## Exercise directions
Return each line, exactly as given, from the one containing "Build a routing" through the end of the entries below, and skip the rest.

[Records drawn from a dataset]
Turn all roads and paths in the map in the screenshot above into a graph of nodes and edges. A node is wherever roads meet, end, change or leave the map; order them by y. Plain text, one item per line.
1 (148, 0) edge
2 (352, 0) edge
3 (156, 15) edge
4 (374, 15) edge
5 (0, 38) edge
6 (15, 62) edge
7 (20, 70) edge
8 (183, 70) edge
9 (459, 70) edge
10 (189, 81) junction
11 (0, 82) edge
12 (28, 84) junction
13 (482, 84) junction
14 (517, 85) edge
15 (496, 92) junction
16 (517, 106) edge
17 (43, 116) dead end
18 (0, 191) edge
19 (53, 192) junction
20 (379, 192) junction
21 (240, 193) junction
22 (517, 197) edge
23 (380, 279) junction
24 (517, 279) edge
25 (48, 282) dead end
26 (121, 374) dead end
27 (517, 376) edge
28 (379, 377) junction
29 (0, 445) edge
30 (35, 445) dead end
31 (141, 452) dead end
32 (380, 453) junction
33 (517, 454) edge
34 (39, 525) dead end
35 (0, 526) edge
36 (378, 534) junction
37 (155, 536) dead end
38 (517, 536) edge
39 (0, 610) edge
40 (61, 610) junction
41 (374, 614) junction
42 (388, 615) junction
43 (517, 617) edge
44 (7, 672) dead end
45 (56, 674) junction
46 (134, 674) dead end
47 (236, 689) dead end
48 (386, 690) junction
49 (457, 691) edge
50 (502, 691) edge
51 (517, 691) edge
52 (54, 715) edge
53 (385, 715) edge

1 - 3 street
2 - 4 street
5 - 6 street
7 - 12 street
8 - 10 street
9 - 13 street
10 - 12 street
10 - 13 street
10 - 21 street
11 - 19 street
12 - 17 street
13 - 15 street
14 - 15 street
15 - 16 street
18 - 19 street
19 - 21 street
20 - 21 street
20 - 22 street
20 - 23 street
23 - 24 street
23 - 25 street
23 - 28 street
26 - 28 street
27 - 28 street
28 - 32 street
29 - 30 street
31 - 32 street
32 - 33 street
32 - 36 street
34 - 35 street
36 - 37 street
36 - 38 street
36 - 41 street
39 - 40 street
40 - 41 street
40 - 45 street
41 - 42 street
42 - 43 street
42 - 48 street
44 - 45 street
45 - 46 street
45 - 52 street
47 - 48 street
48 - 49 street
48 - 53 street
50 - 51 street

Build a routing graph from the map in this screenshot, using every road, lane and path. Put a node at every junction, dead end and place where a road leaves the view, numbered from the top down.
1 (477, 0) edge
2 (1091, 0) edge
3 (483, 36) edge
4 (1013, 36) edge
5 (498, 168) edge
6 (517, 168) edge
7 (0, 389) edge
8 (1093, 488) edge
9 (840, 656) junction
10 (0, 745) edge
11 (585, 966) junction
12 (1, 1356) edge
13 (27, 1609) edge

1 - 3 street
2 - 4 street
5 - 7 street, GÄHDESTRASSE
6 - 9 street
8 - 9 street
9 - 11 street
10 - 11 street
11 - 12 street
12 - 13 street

## Answer for this exercise
Build a routing graph from the map in this screenshot, using every road, lane and path. Put a node at every junction, dead end and place where a road leaves the view, numbered from the top down.
1 (477, 0) edge
2 (1091, 0) edge
3 (483, 36) edge
4 (1013, 36) edge
5 (498, 168) edge
6 (517, 168) edge
7 (0, 389) edge
8 (1093, 488) edge
9 (840, 656) junction
10 (0, 745) edge
11 (585, 966) junction
12 (1, 1356) edge
13 (27, 1609) edge

1 - 3 street
2 - 4 street
5 - 7 street, GÄHDESTRASSE
6 - 9 street
8 - 9 street
9 - 11 street
10 - 11 street
11 - 12 street
12 - 13 street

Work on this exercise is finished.